The story of Craigmore Viaduct
Craigmore Viaduct was built between 1849 and 1852 for the Dublin and Belfast Junction Railway, the company laying the strategic main line that would join Ireland's two largest cities. It was designed by John Benjamin Macneill, one of the most eminent Irish civil engineers of the railway age, and formally opened in 1852.
The structure carries 18 masonry arches across the valley of the Camlough River, each arch spanning 60ft, for a total length of roughly a quarter of a mile. The tallest arch rises 126ft above the valley floor, making Craigmore the highest viaduct in Ireland. Its stone was cut from granite at the nearby Goraghwood quarry, which supplied ballast and building stone to the line for many years.
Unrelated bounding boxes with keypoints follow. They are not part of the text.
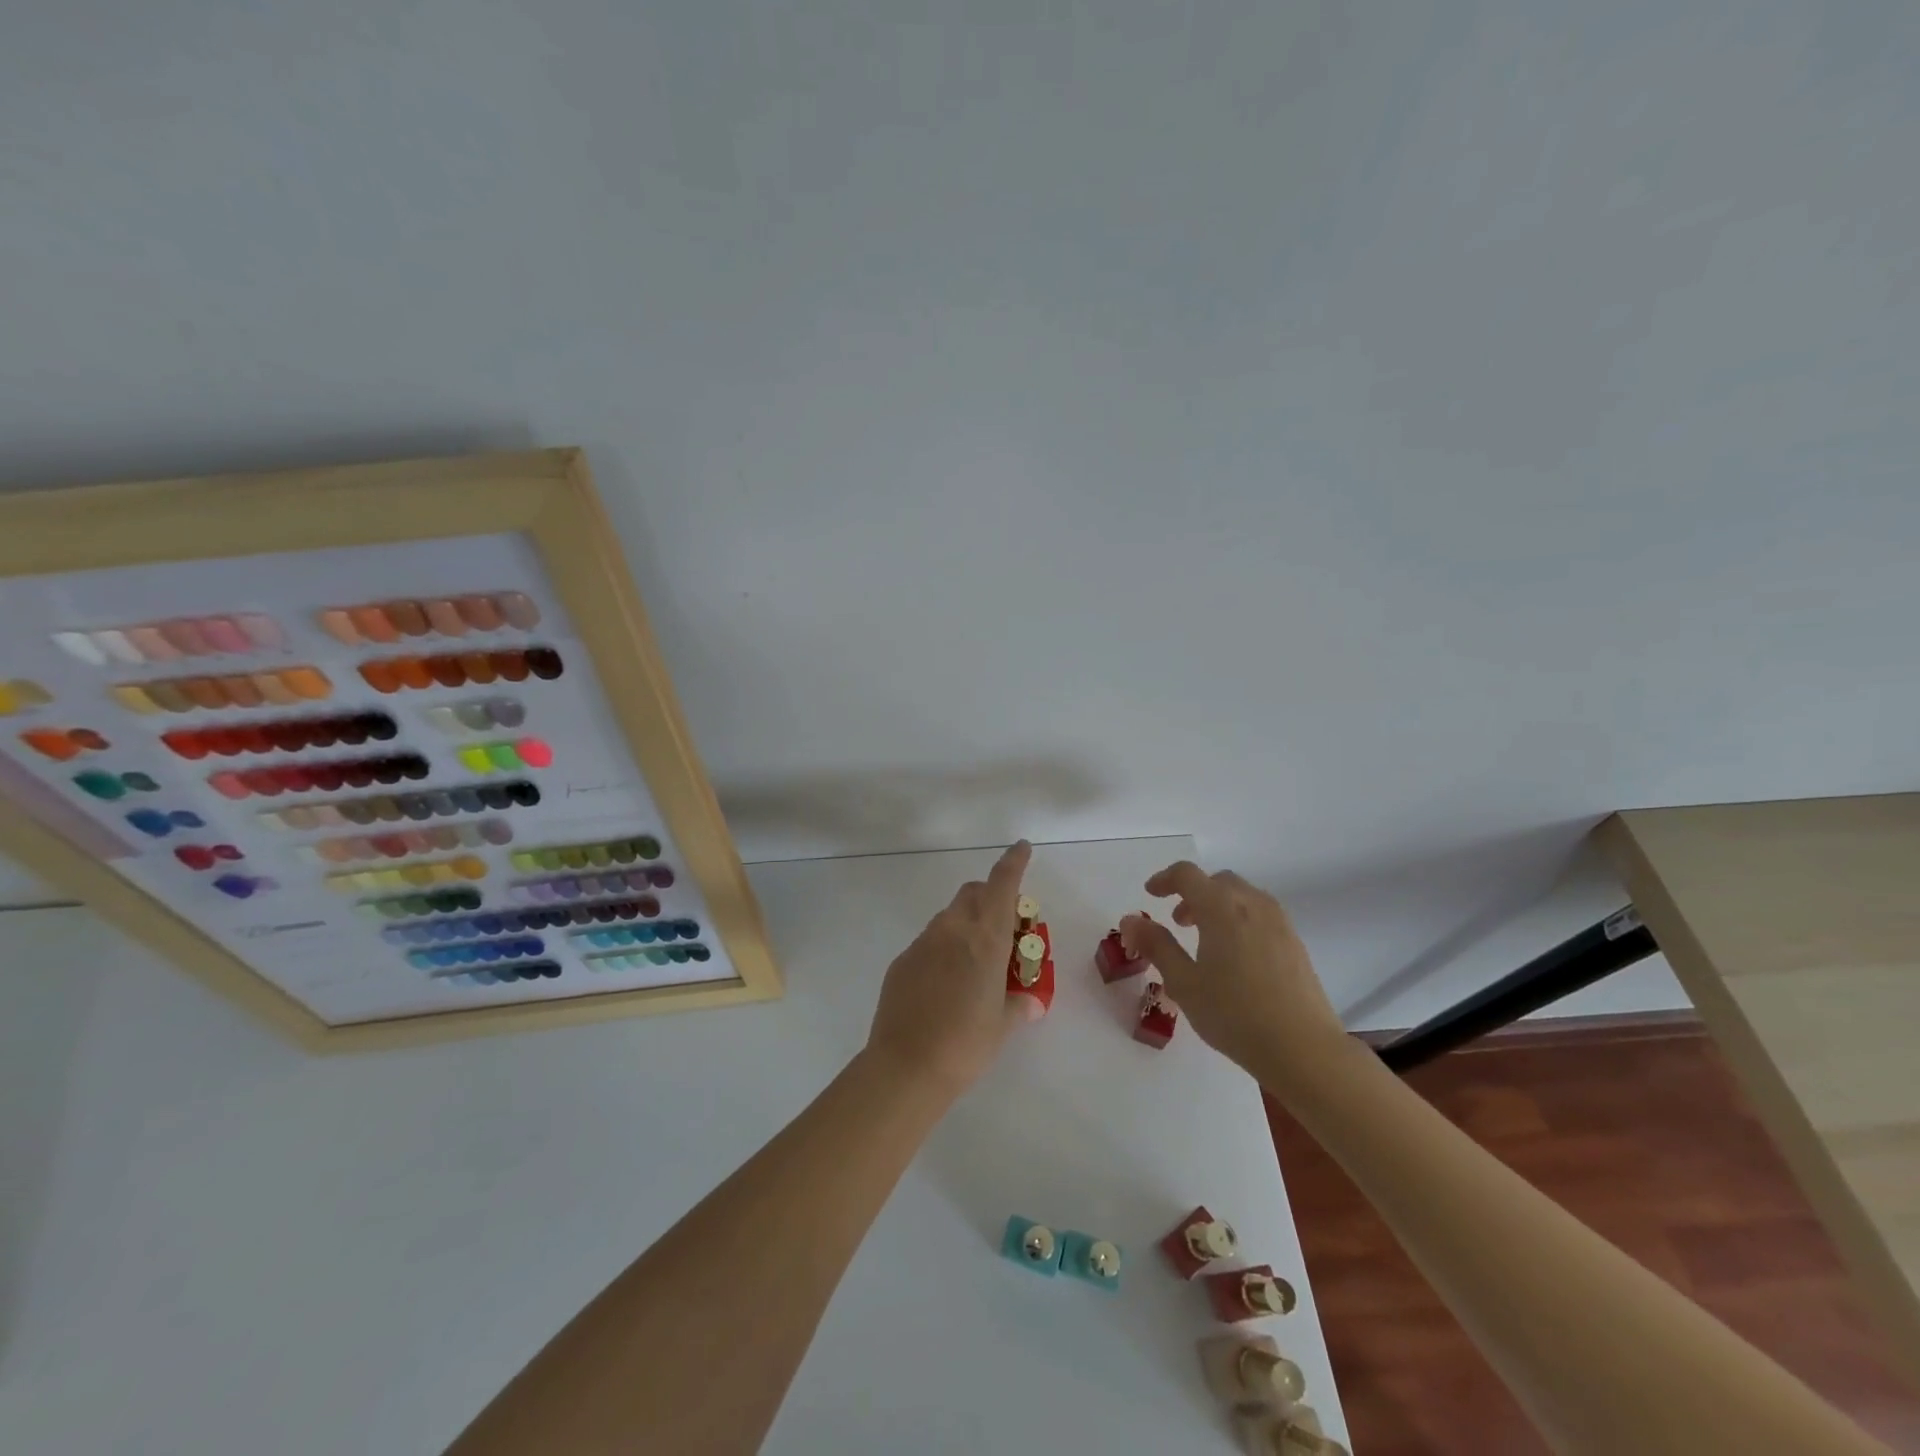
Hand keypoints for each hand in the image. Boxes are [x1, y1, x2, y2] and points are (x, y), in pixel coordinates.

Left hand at [865, 840, 1039, 1099]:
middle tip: (1004, 926)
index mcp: (985, 939)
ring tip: (975, 960)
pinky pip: (929, 942)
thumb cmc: (966, 1044)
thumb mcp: (1002, 1025)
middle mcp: (953, 930)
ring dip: (966, 923)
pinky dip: (943, 947)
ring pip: (949, 916)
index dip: (1013, 862)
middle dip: (990, 897)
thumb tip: (1031, 1002)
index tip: (1021, 847)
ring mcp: (923, 943)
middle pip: (973, 893)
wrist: (906, 1066)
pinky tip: (945, 982)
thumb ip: (1019, 1005)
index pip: (1002, 885)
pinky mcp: (902, 960)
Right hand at [1120, 861, 1346, 1086]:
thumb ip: (1156, 946)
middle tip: (1178, 921)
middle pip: (1217, 882)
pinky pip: (1261, 915)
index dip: (1164, 879)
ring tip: (1206, 940)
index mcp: (1221, 907)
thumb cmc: (1235, 1014)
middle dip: (1193, 893)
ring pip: (1242, 896)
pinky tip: (1236, 957)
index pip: (1187, 875)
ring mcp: (1279, 922)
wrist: (1304, 1049)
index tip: (1150, 894)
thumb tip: (1131, 920)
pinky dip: (1240, 919)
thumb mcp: (1183, 982)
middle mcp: (1252, 904)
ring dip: (1218, 906)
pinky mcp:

Locals have long known it simply as 'the 18 Arches'. From 1885 to 1948 the celebrated Bessbrook and Newry Tramway — one of the earliest hydro-electric tramways in the world — ran beneath its arches, linking the model village of Bessbrook to Newry.
More than 170 years on, the viaduct is still in daily use, carrying the Belfast-Dublin railway and the cross-border Enterprise service across the Camlough valley. It stands today much as Macneill built it: a working monument to Victorian railway engineering at the edge of the Ring of Gullion.